[[ EXTRACTED MATERIAL open ]]
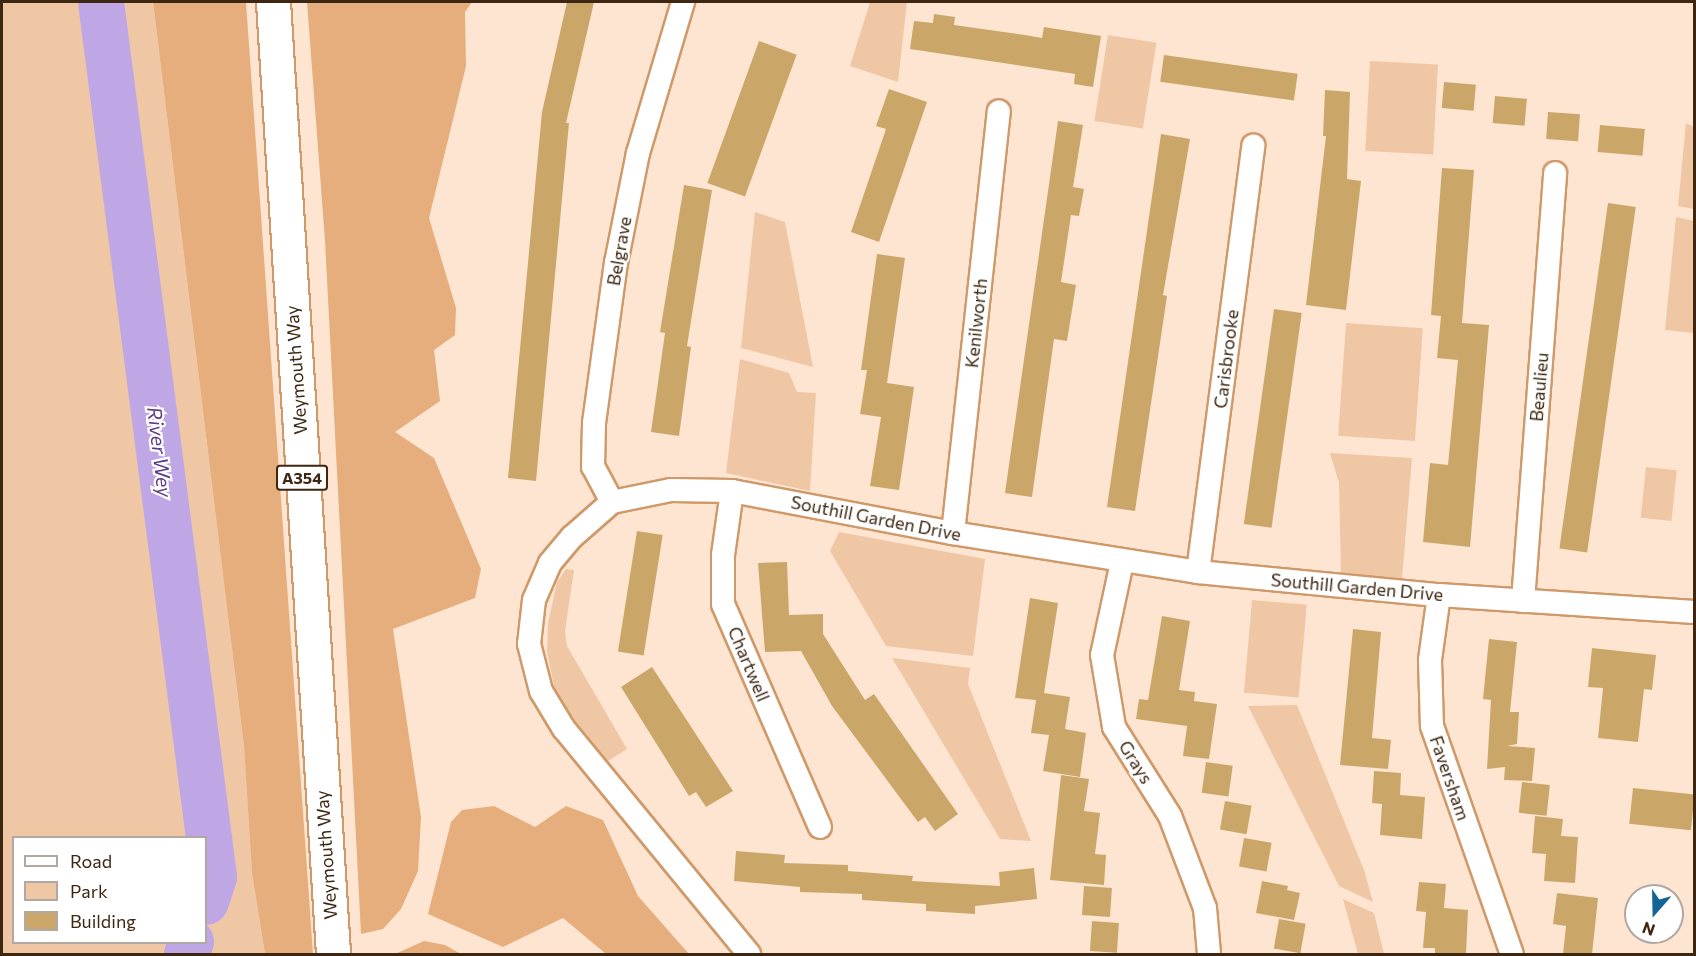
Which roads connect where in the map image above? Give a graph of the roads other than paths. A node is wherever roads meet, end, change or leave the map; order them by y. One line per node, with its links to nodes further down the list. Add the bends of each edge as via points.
1 (273, 2): 15 (highway, Weymouth Way / A354)
2 (683, 2): 7 (street, Belgrave, via 638,153 616,263 594,423 593,467)
3 (999, 112): 8 (street, Kenilworth)
4 (1253, 146): 10 (street, Carisbrooke)
5 (1555, 172): 12 (street, Beaulieu)
6 (732, 491): 7 (street, Southill Garden Drive, via 671,490); 8 (street, Southill Garden Drive); 14 (street, Chartwell, via 723,555 723,604)
7 (612, 502): 16 (street, Southill Garden Drive, via 572,537 550,563 534,600 529,644 541,691 564,729)
8 (953, 533): 9 (street, Southill Garden Drive)
9 (1122, 562): 10 (street, Southill Garden Drive); 17 (street, Grays, via 1102,655 1114,727 1170,816 1205,908)
10 (1198, 572): 11 (street, Southill Garden Drive)
11 (1438, 595): 12 (street, Southill Garden Drive); 18 (street, Faversham, via 1430,660 1432,726)
12 (1524, 601): 13 (street, Southill Garden Drive)
13 (1695, 612)
14 (820, 827)
15 (333, 954)
16 (749, 954)
17 (1209, 954)
18 (1512, 954)

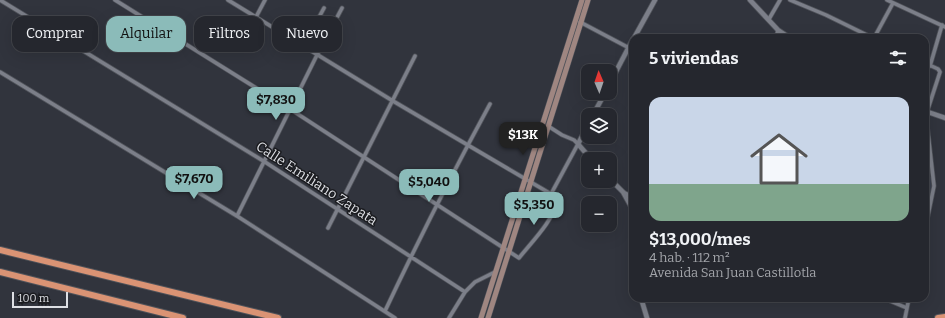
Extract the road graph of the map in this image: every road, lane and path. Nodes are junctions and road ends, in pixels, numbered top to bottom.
[[ EXTRACTED MATERIAL closed ]]
◆ **WHAT YOU SHOULD DO**
Repeat the listing word for word, and skip every picture it contains.

◆ **SOLUTION**
Which roads connect where in the map image above? Give a graph of the roads other than paths. A node is wherever roads meet, end, change or leave the map; order them by y. One line per node, with its links to nodes further down the list. Add the bends of each edge as via points.
1 (273, 2): 15 (highway, Weymouth Way / A354)
2 (683, 2): 7 (street, Belgrave, via 638,153 616,263 594,423 593,467)
3 (999, 112): 8 (street, Kenilworth)
4 (1253, 146): 10 (street, Carisbrooke)
5 (1555, 172): 12 (street, Beaulieu)
6 (732, 491): 7 (street, Southill Garden Drive, via 671,490); 8 (street, Southill Garden Drive); 14 (street, Chartwell, via 723,555 723,604)
7 (612, 502): 16 (street, Southill Garden Drive, via 572,537 550,563 534,600 529,644 541,691 564,729)
8 (953, 533): 9 (street, Southill Garden Drive)
9 (1122, 562): 10 (street, Southill Garden Drive); 17 (street, Grays, via 1102,655 1114,727 1170,816 1205,908)
10 (1198, 572): 11 (street, Southill Garden Drive)
11 (1438, 595): 12 (street, Southill Garden Drive); 18 (street, Faversham, via 1430,660 1432,726)
12 (1524, 601): 13 (street, Southill Garden Drive)
13 (1695, 612)
14 (820, 827)
15 (333, 954)
16 (749, 954)
17 (1209, 954)
18 (1512, 954)

Extract the road graph of the map in this image: every road, lane and path. Nodes are junctions and road ends, in pixels, numbered top to bottom.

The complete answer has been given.